It's time to retire the adjective incredible and the adverb incredibly. A Google search of the web found approximately 835,000,000 uses of these words - somewhat more for the adverb than for the adjective. For the present into the middle future they have about as much value as did the Papiermark during the German hyperinflation of 1921-23. By comparison, the much-used expletives shit and fuck found their way to the Internet 89,000,000 and 171,000,000. Even allowing that shit and fuck can't get past the network standards departments - premium channels not included, it's a blowout for the i-words.
But overuse is not the whole of this offense against the subtlety and nimbleness of the English language. It is the mindlessness that their use puts on display, the shallow unoriginality of the demographic that I take to be the sons and daughters of the boomer generation. For it is from the mouths of the 20-40 year-olds that these leaden nuggets fall most readily.
I was alerted to this incoming tide of fatuity by hearing a young prosecutor describe someone as "an incredible witness," and later when the testimony of the witness was said to be "incredibly credible." A speaker less interested in fashionable utterances delivered at high speed in the manner of a cable host or a fourth at a frat house bong party would described her witness as - merely - credible, meaning believable or plausible or persuasive - three adjectives that are not precisely equal, but that illustrate what is meant by "shades of meaning."
A great many citations of "incredible witness" employ the words as they should be employed, that is, as comments on a witness who could not be believed. Others, like this and this and this one about a woman who broke up a robbery by turning "to Jesus," are evidence that the speaker or writer said the first thing that passed through his mind, meaning a recent thing that passed from the TV or the Internet or his bud, and ignored the 45,000 adjectives to be found in the Oxford English Dictionary, most of them, by now, far more vivid and serviceable than incredible. By the way, it's interesting to see how many misuses of incredible are linked to a religious experience or an attempt to convince a reader or auditor of one's deep and sincere feeling about the supernatural. Humbug breeds superficiality.

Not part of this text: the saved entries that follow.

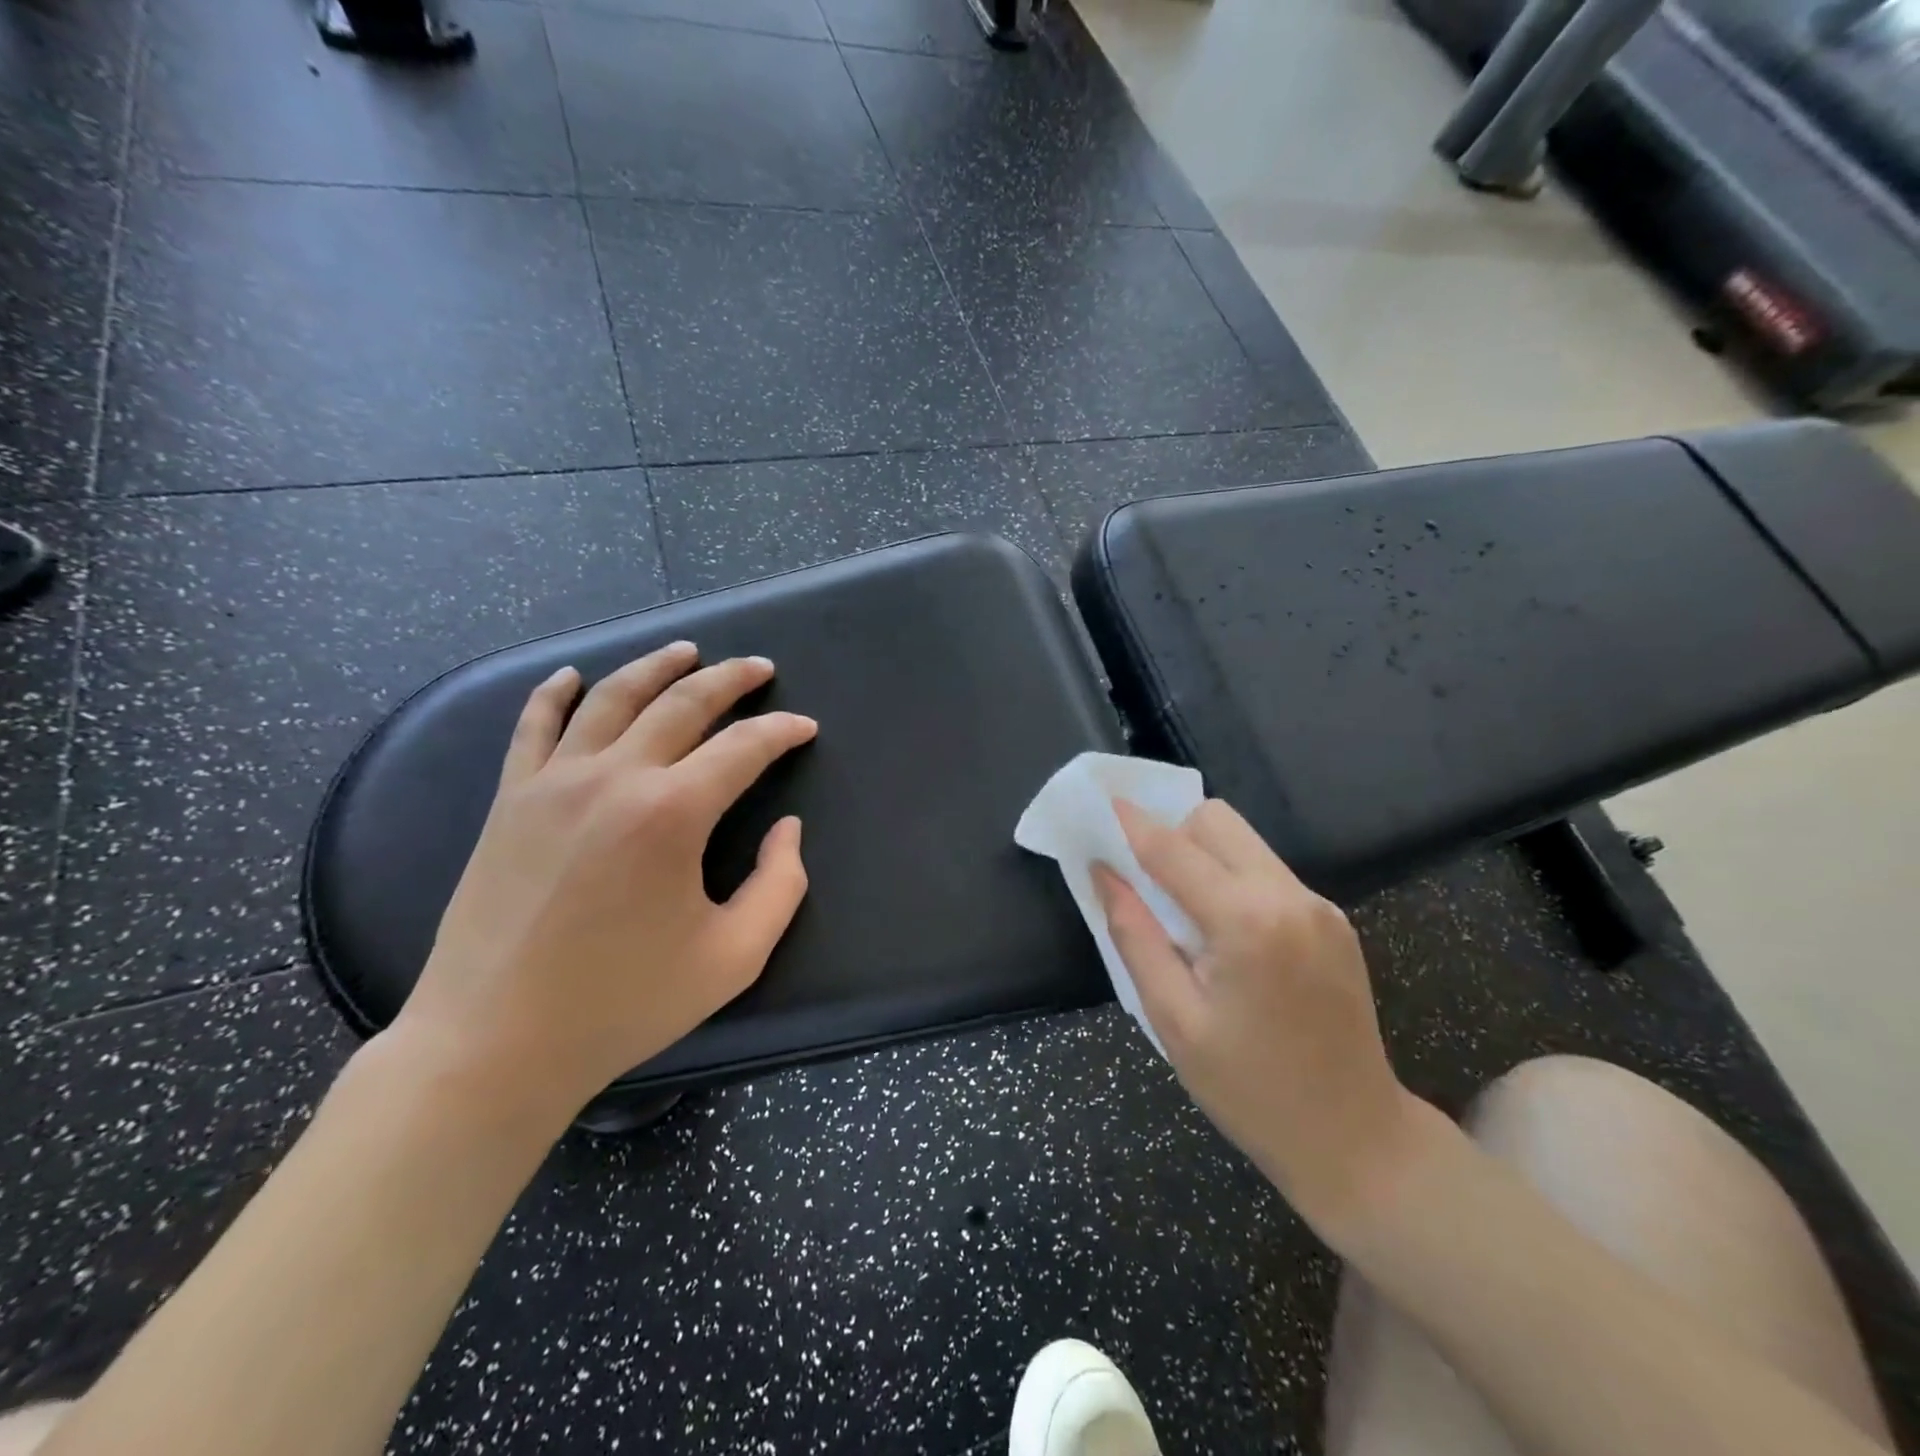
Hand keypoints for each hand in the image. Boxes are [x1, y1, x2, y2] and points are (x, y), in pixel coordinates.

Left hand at [388, 642, 816, 1118]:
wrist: (494, 1044)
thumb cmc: (624, 1004)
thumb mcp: (734, 957)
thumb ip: (781, 885)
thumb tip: (788, 828)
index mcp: (672, 813)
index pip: (743, 747)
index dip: (782, 730)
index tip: (805, 727)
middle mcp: (614, 777)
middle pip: (682, 703)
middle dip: (730, 678)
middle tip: (759, 667)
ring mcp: (553, 782)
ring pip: (612, 698)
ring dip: (656, 667)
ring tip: (687, 650)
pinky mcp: (510, 800)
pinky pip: (533, 726)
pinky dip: (554, 693)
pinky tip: (572, 675)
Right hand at [1095, 799, 1422, 1229]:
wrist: (1356, 1140)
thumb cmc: (1250, 1090)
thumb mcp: (1173, 1019)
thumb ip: (1134, 935)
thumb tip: (1105, 873)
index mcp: (1248, 922)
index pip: (1174, 849)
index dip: (1132, 823)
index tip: (1102, 802)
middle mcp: (1290, 897)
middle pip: (1216, 822)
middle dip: (1172, 834)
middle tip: (1143, 879)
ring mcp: (1319, 906)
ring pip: (1244, 842)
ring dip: (1202, 855)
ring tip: (1181, 911)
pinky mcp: (1333, 920)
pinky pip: (1267, 872)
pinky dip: (1232, 879)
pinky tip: (1224, 932)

To say more would mark me as one possessed - a crank - so I shall leave it there with a mere smattering of synonyms taken from Thesaurus.com:
beyond belief - absurd, far-fetched, fishy, flimsy*, implausible,impossible, improbable, incogitable,inconceivable, insupposable, out of the question,outlandish, phony, preposterous, questionable,ridiculous, rings phony, suspect, thin*,unbelievable, unconvincing, unimaginable,
Far-fetched - bizarre, doubtful, dubious, eccentric, fantastic,fishy, forced, hard to swallow, illogical,implausible, improbable, incoherent,inconsequential, incredible , labored,preposterous, queer, recondite, strained,strange, suspicious, unbelievable, unconvincing,unlikely, unnatural, unrealistic
Unconvincing - assailable, baseless, contemptible,controvertible, fallacious, false, feeble, frivolous,groundless, illogical, improbable, inadequate,inane, inconceivable, incredible , inept, lame,poor, puerile, superficial, thin, transparent,trifling, trivial, unbelievable, ungrounded,unpersuasive, unreasonable, unsatisfactory,unsubstantial, weak, weakly, wishful
I have omitted from this list the word awesome which, with one billion-210-million hits on the web, deserves its own retirement party.